# South Africa run 1919



## eddies girl (Mar 26, 2008)

I have been trying to track down a long lost and long dead uncle. Could someone explain the numbers I have come across on my search. He Jumped ship in South Africa early part of last century. Record says AB seaman RS2 No 365346. Gives D o B as Feb1888 Ireland. Also Voyages 1919-02-14 Elder Branch.....ON122801 Sunderland (Ritson, F & W );. Help please Anne.


----------



## ted nutt (Dec 4, 2008)

Anne,looking at your post.No 365346 would suggest his seamans or discharge book number.On122801 is the ships offical number.Elder Branch was originally,Strick Lines Afganistan.There are websites that have details of seamen,unfortunately,I dont have a link for you.If you need more details of the ship,thats not a problem.

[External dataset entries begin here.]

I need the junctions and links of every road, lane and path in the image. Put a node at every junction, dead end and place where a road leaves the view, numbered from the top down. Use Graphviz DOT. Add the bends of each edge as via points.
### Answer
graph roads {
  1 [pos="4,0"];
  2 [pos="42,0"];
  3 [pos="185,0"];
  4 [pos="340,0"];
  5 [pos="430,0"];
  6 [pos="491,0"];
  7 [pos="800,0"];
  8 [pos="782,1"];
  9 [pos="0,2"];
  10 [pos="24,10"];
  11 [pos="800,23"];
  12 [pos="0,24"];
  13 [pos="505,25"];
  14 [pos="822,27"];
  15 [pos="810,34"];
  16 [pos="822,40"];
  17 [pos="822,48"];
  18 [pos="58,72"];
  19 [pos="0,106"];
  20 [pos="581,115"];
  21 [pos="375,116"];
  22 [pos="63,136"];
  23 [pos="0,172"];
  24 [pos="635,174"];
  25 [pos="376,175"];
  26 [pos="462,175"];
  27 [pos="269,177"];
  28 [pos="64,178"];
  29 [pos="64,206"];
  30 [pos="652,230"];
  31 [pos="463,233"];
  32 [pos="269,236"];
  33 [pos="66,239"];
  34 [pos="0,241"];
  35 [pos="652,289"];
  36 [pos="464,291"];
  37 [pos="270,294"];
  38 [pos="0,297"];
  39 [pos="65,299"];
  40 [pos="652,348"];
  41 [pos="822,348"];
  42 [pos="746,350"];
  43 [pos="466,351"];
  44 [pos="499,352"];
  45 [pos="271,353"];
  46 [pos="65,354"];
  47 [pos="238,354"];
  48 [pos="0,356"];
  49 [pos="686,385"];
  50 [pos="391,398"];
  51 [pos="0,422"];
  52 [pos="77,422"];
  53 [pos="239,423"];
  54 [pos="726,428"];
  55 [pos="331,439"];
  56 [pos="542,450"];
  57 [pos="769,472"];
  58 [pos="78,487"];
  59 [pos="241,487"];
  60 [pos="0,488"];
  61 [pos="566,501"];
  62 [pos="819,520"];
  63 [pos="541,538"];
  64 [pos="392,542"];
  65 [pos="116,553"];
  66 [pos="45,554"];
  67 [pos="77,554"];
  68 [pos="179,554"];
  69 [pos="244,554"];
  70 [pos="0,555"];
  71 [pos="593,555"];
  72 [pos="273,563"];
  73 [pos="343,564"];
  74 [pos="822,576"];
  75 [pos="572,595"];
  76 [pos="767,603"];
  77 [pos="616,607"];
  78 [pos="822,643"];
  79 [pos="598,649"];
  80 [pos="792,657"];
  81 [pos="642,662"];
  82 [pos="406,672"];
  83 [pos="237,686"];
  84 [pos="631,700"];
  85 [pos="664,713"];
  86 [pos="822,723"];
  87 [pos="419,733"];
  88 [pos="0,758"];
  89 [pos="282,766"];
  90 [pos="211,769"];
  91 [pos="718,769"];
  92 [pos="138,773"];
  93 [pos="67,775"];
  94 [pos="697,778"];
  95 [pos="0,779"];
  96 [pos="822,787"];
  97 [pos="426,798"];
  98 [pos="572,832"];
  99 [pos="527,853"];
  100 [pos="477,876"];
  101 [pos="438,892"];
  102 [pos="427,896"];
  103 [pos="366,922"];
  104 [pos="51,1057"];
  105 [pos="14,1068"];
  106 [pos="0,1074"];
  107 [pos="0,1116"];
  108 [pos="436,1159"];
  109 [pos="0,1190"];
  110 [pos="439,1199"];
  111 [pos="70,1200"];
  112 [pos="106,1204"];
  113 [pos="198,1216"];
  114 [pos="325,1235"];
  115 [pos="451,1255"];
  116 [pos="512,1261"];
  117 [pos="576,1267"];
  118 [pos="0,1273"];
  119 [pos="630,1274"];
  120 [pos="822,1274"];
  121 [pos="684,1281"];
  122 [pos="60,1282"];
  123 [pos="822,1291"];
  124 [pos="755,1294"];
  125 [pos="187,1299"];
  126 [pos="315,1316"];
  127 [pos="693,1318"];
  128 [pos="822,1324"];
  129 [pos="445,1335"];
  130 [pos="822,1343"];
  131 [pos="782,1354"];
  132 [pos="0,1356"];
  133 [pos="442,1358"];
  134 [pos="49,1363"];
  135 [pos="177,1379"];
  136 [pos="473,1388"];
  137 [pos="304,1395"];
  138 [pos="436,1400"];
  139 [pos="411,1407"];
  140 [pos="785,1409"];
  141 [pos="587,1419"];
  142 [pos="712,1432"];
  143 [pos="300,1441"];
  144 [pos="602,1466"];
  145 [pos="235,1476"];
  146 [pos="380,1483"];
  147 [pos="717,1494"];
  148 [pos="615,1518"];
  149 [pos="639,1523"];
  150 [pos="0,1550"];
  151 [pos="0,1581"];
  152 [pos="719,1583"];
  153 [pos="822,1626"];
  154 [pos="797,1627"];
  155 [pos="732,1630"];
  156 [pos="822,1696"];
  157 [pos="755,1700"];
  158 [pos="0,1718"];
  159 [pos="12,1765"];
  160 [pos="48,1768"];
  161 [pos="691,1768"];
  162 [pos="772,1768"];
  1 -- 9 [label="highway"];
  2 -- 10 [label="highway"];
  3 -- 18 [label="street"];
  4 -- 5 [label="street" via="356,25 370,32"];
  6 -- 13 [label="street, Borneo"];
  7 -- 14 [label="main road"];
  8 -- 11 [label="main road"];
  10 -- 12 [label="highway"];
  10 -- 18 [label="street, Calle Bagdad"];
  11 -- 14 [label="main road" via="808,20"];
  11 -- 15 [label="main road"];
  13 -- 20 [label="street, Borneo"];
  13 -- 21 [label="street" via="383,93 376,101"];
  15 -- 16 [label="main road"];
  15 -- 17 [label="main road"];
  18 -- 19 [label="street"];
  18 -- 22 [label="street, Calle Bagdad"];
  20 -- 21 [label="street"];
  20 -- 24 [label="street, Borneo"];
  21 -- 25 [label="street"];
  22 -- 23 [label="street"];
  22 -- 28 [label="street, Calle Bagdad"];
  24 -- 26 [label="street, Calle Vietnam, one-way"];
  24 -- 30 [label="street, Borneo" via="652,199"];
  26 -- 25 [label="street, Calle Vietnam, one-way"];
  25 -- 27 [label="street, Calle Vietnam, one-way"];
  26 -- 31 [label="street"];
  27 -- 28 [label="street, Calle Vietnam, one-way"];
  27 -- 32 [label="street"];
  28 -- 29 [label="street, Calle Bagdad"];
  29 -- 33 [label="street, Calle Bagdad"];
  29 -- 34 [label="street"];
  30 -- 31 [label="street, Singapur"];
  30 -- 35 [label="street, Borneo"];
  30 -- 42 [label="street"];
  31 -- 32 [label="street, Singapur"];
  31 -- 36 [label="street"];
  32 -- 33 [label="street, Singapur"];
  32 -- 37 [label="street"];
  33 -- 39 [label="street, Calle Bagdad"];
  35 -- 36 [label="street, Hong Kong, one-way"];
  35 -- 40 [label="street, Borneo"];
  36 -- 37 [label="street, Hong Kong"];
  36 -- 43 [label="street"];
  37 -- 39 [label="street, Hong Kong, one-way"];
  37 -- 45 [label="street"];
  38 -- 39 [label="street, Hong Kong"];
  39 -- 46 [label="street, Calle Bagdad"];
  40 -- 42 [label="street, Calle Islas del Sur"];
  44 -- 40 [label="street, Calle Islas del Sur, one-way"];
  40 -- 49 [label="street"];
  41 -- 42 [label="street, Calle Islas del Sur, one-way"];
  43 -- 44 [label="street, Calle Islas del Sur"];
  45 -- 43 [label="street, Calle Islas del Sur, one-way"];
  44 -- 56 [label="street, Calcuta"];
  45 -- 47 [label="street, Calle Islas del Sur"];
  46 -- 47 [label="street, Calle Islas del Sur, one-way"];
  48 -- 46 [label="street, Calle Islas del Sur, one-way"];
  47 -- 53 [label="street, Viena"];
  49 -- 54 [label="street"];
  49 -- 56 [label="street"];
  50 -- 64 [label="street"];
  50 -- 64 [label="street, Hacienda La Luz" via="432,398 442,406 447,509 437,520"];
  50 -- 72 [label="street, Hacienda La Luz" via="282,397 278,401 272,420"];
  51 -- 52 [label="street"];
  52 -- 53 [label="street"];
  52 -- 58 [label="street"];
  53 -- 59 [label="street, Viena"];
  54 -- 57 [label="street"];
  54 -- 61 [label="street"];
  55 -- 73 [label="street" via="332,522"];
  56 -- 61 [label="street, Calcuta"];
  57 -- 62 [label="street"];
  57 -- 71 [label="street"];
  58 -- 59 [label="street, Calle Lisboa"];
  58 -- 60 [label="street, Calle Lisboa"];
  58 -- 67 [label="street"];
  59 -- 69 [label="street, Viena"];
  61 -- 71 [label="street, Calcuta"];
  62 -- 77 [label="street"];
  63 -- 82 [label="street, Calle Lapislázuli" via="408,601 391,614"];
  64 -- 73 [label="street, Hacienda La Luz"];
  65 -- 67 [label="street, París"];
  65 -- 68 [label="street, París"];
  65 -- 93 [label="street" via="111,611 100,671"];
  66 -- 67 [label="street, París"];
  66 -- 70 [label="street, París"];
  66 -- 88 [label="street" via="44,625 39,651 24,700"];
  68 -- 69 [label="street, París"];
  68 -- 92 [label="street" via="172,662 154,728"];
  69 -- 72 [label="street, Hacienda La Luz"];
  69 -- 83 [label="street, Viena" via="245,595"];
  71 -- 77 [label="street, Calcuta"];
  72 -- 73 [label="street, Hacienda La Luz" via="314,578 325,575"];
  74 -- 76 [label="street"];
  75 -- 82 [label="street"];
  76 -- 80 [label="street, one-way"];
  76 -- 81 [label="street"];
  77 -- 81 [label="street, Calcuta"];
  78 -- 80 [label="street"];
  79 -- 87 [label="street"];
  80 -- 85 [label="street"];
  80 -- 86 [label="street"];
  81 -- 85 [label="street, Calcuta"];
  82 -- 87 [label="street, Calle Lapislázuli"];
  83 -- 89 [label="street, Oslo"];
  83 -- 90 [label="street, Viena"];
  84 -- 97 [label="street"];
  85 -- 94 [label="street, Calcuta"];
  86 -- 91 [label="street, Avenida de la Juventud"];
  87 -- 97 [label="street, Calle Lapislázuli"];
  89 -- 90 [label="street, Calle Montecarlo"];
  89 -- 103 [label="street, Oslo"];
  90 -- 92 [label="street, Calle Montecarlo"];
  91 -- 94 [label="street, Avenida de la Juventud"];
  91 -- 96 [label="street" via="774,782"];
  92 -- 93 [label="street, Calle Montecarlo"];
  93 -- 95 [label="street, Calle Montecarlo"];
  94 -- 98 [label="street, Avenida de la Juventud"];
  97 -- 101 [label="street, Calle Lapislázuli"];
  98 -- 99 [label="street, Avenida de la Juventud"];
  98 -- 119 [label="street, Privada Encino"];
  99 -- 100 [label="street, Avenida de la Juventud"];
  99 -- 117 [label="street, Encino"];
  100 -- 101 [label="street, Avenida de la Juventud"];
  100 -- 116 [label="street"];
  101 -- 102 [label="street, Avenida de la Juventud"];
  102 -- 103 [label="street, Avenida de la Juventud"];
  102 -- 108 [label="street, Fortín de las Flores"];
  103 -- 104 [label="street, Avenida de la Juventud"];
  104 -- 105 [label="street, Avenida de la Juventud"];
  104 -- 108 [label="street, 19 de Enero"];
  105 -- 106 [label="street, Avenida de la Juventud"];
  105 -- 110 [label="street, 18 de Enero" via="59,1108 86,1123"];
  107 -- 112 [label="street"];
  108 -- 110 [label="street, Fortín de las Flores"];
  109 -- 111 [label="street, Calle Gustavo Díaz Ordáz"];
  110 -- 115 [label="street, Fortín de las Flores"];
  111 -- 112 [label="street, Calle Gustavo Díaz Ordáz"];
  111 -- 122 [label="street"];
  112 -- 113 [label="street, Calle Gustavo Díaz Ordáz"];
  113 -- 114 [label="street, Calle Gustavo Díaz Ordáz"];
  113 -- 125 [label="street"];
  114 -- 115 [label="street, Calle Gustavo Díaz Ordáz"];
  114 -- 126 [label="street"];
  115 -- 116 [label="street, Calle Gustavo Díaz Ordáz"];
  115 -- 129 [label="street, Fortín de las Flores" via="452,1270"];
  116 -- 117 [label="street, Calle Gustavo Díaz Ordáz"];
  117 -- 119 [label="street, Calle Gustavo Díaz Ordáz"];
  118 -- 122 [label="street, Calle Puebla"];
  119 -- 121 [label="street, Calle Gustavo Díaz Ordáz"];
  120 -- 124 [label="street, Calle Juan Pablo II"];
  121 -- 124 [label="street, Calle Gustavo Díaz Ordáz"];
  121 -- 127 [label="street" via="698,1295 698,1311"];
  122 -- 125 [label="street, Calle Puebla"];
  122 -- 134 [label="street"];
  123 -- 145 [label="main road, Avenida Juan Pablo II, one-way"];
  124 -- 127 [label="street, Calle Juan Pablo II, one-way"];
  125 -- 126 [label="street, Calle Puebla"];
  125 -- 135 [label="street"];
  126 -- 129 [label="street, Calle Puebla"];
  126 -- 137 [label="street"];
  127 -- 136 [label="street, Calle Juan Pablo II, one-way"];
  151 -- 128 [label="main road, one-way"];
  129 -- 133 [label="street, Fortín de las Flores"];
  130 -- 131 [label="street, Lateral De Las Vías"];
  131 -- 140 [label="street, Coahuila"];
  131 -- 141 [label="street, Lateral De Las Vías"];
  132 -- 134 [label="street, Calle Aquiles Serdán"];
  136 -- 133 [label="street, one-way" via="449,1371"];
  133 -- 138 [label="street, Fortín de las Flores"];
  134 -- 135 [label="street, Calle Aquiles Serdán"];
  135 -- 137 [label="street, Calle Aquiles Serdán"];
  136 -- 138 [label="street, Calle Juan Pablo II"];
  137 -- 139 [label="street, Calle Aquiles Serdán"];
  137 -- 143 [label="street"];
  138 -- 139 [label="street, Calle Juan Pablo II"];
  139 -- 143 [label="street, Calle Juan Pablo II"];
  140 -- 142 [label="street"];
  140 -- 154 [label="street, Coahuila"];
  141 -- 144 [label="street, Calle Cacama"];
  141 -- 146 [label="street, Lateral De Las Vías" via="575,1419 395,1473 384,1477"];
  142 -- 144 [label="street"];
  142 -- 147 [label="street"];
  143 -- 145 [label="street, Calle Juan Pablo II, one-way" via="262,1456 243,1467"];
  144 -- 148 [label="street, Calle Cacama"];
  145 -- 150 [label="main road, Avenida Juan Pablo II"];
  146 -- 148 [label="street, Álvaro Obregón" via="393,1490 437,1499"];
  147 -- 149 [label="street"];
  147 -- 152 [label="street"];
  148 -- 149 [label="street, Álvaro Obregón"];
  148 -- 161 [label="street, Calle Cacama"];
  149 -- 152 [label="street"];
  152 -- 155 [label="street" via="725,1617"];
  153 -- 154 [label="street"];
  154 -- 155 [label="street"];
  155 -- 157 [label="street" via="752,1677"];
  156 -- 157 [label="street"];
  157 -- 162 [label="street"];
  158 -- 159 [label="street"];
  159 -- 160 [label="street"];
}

Ted


----------



## ted nutt (Dec 4, 2008)

Anne,see the link further down the page,Seamans Records.


----------



## eddies girl (Mar 26, 2008)

Sorry I havent said thank you before now. I have a subscription for find my past but not sure if the one I turned up is the right man. Thanks again, better late than never. Anne


----------



## Hugh MacLean (Nov 18, 2005)

ted nutt said:


> No 365346 would suggest his seamans or discharge book number.


Hello Ted,
The RS2 number was not the same as the discharge book number. 
I believe it was In 1918 that the new identity and service certificate book was first used. This was the RS2 book and was separate from the Dis A. book.
Regards
Hugh


----------